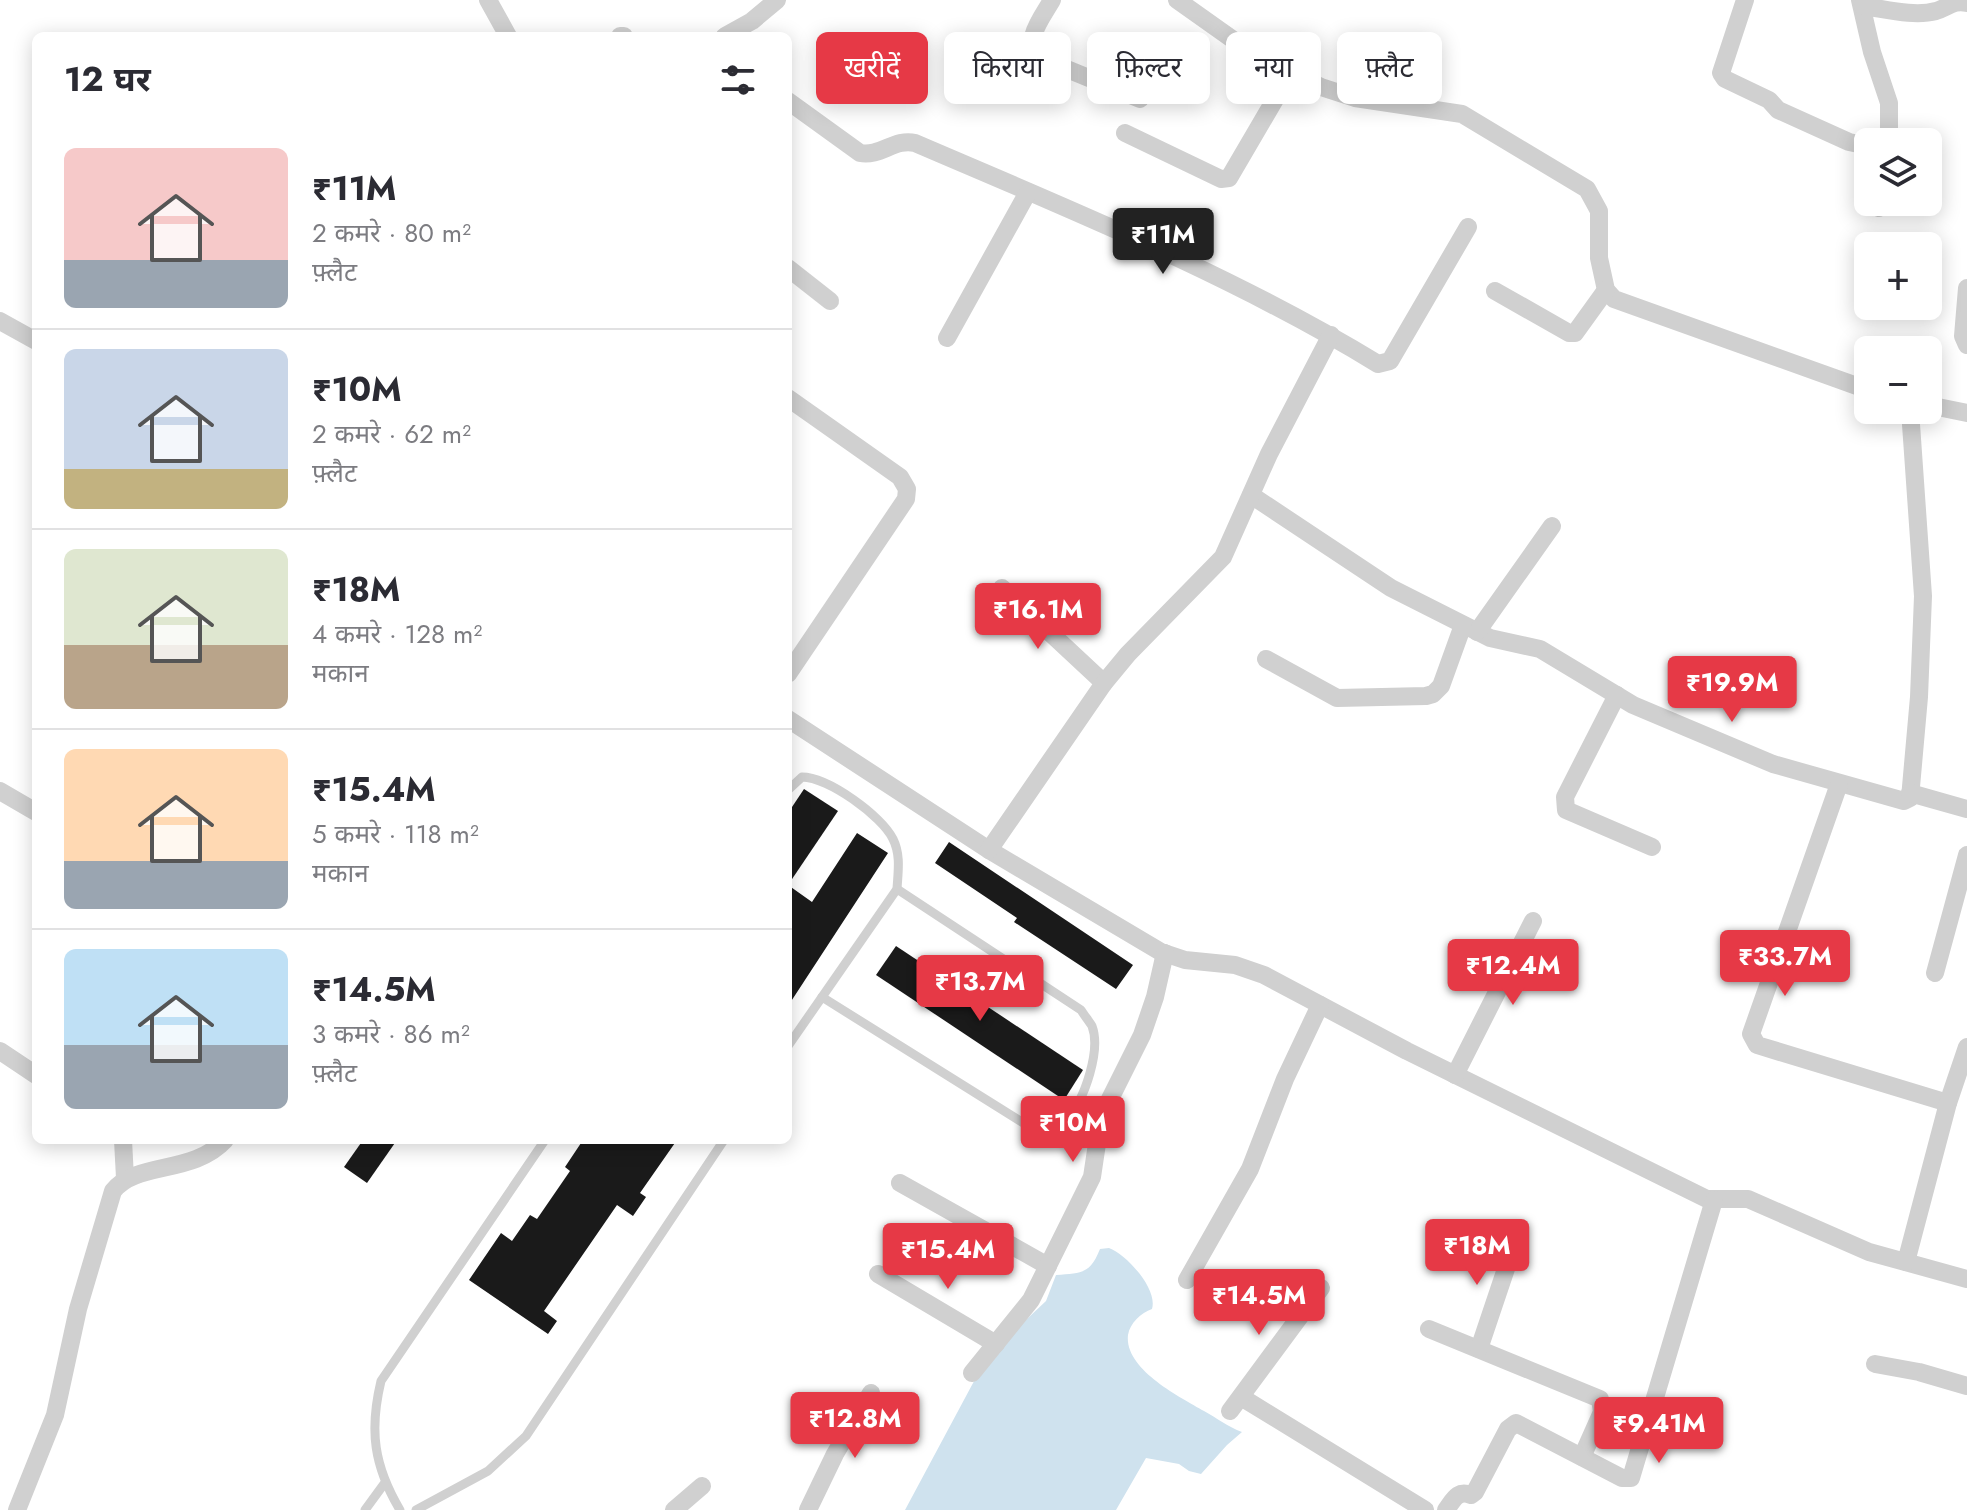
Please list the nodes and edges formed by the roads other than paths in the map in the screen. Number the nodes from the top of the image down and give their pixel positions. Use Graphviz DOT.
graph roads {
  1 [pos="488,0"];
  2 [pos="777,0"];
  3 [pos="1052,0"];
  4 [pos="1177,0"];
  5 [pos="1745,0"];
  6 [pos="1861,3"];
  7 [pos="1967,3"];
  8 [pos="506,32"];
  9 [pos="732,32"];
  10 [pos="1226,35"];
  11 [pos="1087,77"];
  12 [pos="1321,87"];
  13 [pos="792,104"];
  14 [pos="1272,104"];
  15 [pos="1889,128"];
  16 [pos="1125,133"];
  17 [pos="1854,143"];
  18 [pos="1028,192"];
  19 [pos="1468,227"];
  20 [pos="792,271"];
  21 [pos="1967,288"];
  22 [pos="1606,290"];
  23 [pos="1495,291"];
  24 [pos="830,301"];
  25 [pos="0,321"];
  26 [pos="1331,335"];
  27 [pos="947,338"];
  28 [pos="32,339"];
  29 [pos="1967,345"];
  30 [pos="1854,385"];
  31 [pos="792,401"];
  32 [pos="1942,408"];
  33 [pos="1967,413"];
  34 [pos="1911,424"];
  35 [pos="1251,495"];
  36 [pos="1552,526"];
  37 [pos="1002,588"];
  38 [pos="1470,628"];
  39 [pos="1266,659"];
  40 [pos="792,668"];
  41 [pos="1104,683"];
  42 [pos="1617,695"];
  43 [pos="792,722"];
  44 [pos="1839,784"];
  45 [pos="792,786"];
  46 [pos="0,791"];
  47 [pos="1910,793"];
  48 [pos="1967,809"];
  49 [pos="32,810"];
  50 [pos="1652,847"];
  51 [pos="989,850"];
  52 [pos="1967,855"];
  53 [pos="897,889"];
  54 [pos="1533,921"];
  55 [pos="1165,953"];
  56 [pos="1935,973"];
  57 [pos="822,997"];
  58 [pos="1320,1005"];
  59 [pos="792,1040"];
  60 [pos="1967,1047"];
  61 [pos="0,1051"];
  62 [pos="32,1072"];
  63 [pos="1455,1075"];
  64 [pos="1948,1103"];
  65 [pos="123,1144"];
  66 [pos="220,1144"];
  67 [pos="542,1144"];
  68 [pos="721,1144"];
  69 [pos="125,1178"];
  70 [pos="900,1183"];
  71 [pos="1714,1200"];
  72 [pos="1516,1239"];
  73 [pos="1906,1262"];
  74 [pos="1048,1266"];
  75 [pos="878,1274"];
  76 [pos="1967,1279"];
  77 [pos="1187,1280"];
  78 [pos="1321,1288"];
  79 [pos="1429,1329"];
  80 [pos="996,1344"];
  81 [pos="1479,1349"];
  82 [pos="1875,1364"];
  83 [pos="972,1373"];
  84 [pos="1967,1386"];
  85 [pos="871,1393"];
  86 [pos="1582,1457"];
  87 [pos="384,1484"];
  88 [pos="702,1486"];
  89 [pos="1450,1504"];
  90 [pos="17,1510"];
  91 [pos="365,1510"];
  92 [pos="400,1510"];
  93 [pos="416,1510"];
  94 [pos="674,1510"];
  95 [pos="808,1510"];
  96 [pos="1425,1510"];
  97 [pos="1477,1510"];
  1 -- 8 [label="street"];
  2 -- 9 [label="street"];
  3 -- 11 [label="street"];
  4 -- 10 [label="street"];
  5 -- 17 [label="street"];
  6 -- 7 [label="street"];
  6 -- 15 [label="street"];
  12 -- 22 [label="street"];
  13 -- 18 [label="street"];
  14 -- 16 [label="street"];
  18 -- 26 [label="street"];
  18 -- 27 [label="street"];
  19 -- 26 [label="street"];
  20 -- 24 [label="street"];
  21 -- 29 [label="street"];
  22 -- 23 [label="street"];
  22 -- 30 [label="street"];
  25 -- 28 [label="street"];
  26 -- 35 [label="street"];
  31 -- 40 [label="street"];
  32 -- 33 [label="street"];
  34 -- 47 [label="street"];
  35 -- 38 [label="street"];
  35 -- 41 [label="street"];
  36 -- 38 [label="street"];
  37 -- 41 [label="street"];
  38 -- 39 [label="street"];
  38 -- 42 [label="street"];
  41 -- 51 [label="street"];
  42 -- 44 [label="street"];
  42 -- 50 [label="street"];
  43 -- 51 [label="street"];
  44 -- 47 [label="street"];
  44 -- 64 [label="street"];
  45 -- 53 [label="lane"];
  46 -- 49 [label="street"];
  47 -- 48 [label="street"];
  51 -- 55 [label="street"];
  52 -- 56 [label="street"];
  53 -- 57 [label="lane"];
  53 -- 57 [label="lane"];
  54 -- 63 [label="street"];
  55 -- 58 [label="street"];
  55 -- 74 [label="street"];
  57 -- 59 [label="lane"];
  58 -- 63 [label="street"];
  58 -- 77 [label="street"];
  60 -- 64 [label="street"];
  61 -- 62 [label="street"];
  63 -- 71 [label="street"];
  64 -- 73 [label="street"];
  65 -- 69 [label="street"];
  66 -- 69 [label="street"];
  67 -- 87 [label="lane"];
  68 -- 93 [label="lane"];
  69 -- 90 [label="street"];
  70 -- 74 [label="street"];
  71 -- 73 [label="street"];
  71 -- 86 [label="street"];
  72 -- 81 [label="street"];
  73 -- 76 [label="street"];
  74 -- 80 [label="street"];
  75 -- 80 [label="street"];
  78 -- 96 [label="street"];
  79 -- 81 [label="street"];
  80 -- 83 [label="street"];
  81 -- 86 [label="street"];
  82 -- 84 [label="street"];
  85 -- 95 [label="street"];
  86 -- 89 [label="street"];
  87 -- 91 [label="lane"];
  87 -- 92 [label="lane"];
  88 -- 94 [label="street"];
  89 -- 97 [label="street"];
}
+--
*EXERCISE OBJECTIVE:*
Copy out all lines of the material above in which "lane" occurs.

*WRITTEN SOLUTION:*
  45 -- 53 [label="lane"];
  53 -- 57 [label="lane"];
  53 -- 57 [label="lane"];
  57 -- 59 [label="lane"];
  67 -- 87 [label="lane"];
  68 -- 93 [label="lane"];
  87 -- 91 [label="lane"];
  87 -- 92 [label="lane"];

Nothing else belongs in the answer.